Among my most favorite things to do in New York are visiting the Metropolitan Museum of Modern Art and the Museum of Modern Art (MoMa), visits I find both restful and stimulating, ideal. Last night, I saw Jim Jarmusch’s film Down by Law at the MoMa.
The mid-1980s film Down by Law is set in New Orleans, Louisiana, and it was an interesting film to see now—just days after the anniversary of hurricane Katrina’s devastation of New Orleans, and with my own plans to move back south. The opening sequence, featuring the neighborhoods of the city, was wonderful: a documentation of real places. In fact, throughout the film, the locales—whether in the city or the country, with its woods and swamps--add something persuasive and strong to the film. This is part of the American reality, the American circumstances and heritage, that frequently we do not see. It’s funny, I had been thinking of Jim Jarmusch and Hal Hartley recently, just days ago, wondering if they were giving us stories that were more true than that of many other film directors; wondering if their work was more important than we would be led to believe by the celebration of other directors. (It was pure speculation, as I am not a master of either’s work.) I did not know the Jarmusch film was playing at MoMa until hours before I saw the film—and I’m glad I did, though I have questions and reservations about it.

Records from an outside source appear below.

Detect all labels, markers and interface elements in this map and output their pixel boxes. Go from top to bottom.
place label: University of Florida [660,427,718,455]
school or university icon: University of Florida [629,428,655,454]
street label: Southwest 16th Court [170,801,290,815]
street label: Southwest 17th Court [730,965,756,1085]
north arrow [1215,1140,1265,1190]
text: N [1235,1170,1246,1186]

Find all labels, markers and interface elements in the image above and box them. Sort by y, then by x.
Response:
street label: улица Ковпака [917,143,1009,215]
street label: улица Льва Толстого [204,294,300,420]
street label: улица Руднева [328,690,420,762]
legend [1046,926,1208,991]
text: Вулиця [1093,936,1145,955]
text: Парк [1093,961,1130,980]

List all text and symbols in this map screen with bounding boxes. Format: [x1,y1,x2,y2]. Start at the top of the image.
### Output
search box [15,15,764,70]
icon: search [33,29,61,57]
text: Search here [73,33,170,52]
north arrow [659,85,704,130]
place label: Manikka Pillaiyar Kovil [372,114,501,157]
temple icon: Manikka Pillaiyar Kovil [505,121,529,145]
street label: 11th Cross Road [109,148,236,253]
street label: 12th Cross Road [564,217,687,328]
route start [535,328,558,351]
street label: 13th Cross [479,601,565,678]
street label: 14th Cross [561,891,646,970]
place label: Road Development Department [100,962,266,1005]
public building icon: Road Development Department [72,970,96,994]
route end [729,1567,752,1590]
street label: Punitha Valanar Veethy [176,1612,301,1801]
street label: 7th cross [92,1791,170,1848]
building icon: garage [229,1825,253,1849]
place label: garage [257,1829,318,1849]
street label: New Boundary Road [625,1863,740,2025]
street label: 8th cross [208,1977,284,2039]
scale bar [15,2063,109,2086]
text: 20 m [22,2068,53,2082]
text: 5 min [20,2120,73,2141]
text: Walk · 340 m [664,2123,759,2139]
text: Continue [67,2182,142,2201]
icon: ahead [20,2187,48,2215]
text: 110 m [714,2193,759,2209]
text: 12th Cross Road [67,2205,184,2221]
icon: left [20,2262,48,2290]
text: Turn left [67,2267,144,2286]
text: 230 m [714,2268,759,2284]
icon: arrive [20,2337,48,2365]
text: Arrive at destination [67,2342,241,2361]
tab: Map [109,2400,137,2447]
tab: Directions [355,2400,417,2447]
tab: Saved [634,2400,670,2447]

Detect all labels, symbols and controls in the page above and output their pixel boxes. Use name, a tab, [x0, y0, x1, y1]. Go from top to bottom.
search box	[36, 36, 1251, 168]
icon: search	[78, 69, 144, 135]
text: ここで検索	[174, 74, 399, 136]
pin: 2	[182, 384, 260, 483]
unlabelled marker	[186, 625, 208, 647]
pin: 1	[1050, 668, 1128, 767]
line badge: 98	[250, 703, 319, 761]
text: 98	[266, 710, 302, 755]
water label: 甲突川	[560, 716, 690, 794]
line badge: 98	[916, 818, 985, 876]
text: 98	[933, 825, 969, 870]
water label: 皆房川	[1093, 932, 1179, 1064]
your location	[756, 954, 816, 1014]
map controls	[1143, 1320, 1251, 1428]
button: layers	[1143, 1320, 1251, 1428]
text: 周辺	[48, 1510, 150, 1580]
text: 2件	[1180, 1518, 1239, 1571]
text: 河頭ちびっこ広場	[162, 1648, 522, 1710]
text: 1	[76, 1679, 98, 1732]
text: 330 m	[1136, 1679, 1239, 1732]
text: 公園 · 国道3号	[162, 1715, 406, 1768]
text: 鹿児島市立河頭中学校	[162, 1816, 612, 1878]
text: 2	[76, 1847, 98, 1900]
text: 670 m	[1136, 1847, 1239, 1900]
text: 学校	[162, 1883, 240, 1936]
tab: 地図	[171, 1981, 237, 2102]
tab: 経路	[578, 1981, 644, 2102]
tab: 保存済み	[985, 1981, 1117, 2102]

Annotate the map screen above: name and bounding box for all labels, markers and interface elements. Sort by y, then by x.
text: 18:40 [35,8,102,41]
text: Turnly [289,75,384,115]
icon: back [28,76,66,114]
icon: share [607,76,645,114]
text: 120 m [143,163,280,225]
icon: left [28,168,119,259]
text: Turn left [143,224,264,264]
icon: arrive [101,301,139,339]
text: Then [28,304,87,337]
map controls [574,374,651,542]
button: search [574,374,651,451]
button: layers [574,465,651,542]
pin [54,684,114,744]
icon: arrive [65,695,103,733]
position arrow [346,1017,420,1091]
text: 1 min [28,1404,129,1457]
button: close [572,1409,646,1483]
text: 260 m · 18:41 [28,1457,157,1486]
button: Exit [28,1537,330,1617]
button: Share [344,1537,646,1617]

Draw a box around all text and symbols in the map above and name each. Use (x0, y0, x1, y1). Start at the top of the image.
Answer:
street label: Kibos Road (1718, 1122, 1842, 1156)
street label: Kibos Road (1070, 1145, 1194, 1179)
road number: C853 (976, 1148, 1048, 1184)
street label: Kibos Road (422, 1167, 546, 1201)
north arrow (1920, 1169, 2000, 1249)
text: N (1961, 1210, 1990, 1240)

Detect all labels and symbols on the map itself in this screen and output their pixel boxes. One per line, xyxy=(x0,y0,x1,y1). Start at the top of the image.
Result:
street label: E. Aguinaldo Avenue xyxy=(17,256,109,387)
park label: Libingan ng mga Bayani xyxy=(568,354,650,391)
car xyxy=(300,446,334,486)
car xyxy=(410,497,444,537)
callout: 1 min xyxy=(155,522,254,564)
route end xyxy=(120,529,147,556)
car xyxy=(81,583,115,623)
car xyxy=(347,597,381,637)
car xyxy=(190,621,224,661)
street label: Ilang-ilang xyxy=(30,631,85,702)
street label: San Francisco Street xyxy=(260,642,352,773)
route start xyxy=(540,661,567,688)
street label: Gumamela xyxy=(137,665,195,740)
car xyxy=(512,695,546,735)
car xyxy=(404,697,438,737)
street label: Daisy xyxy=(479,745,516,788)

Down by Law is the story of a three men—a leisurely pimp, a talented but failed music disc jockey, and a card cheat—who are arrested, jailed, and escape. There were points in the story when the film seemed to ramble, and the lack of a specific goal for the characters—other than “escape”—seemed to diminish the drama for me. What is the point of freedom if you have nothing significant to be free for? Before that question begins to loom, which is a question that says something about the lives they have lived, about their character, I was troubled by the men’s relation to women. In one of the opening scenes, a woman is in hysterics, berating her lover the disc jockey about his failure at work and for how he treats her (and yet goading him to hit her, which he does not do). Another woman, a prostitute, offers, while naked, her breasts showing, a critique of the failure of her pimp to be commanding (she is filmed similarly to how certain male painters showed odalisques; and she says that if he was all he should be he would have slapped her by now). There is also a silent, sensuous young girl who is part of the set-up that is used to frame the pimp so he can be arrested; and the disc jockey, like the pimp, is framed, but framed for driving a stolen car and murder. Why frame—accuse of a false crime, creating evidence—someone who is actually guilty of something else? Why not arrest the pimp for being a pimp? Or arrest the disc jockey for being a vagrant? Anyway, the women in the film are not fully or respectfully human, as far as I could see. Conflict is at the root of their relation to men as well. (Is this an immature view of women? Is there some intentional critique being suggested about male/female relationships? Is the conflict, with its expectation of violence, a reflection of class?)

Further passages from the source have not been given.